With luck, and increasingly through experience, you’ll be able to get your travel expenses covered without using up your fees on them. You might want to do it by producing in the course of each trip a travel article that will attract free travel and accommodation from travel companies, hotels, tourist offices or international trade associations if not from commissioning publications. The latter may well defray at least part of the cost. Where you don’t get travel expenses you’ll get information.

Apart from the United States the old imperial countries are obviously a good bet. Many of their media organizations have editorial offices in London – the Australian Consolidated Press, for example. Having acquired samples of the magazines such an organization produces, you can make your pitch via London. Spain with its English-speaking tourists and expats has a fair number of English-language publications, and so does the Netherlands where English is widely understood.

SYNDICATION

Assuming you’ve followed the general advice given in Chapter 3 about multiple submissions, the rights you’re selling and on fees, a few more points are worthwhile here. Market-study syndication agencies before approaching them. Their requirements (and their efficiency) vary greatly. Some buy your work outright, others will pay you between 25 and 50 per cent commission from the sales. Some deal with translation fees, others don’t.
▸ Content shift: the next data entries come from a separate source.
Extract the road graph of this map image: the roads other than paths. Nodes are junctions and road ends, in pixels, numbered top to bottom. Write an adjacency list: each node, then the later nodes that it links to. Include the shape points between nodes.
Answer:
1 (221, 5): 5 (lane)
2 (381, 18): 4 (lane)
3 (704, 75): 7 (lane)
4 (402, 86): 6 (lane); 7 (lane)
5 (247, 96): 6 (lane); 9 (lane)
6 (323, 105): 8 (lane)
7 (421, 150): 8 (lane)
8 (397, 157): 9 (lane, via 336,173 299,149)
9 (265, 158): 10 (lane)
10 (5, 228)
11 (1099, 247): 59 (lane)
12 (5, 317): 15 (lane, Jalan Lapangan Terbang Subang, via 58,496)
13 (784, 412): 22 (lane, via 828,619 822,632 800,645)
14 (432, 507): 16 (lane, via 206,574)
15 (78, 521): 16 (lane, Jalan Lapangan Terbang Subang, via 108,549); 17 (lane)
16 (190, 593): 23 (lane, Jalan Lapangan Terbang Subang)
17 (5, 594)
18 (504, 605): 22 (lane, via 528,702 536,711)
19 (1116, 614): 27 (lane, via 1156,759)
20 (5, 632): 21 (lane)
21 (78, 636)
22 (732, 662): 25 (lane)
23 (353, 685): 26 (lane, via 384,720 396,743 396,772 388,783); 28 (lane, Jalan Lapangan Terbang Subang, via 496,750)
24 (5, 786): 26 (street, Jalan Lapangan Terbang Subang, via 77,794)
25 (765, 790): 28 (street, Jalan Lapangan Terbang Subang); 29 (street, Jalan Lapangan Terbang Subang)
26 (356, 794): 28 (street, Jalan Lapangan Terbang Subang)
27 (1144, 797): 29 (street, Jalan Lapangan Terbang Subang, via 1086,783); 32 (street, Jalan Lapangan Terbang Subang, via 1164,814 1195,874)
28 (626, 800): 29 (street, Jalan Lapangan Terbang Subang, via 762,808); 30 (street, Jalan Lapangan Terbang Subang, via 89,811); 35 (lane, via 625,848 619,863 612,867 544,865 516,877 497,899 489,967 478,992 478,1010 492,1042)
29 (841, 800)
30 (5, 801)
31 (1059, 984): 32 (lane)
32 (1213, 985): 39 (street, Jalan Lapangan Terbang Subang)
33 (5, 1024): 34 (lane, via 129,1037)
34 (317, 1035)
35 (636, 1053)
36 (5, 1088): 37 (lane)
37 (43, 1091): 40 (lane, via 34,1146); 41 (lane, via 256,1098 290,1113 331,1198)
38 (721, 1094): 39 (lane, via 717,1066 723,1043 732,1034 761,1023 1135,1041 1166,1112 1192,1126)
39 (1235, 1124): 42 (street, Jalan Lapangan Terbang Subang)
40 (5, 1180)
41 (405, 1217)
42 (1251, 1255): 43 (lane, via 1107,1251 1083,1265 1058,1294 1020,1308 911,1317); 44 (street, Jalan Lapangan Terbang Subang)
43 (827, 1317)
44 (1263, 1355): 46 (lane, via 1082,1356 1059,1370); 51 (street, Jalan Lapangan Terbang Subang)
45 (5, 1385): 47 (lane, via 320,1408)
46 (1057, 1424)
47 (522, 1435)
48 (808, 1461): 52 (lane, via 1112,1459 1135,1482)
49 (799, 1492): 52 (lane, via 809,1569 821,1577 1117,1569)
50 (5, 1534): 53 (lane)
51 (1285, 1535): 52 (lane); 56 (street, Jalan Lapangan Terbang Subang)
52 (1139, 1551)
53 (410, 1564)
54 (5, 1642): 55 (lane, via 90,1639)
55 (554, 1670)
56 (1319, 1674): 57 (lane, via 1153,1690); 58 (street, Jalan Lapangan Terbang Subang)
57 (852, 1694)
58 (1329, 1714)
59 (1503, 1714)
If you can keep a regular column going that becomes eagerly awaited in many different areas you may be catching sight of substantial rewards. The masters are mainly American, such as Art Buchwald, who could learn the art at home. Agencies are not likely to be interested in taking you on, though, until you are well established. Even then you have to convince the agency that you can produce a column of international quality indefinitely.

How to define that international quality? The quote at the start of this chapter gives you a starting point.

Some syndication agencies want a series of columns that will continue indefinitely, and are already being published. When the field is specialized (food, architecture) illustrations will help to sell – photographs or line drawings. Agencies are often interested in finding book publishers to consider putting a writer’s work into a book.

ASSIGNMENT

After studying marketing guides, sample issues and writers’ guidelines (if you can obtain them), adapt for an overseas publication any three of the feature proposals you have produced while working through this book. (One par of 100 words for each.)

Then follow up any commission or write the feature that is based on what you think was the most promising pitch.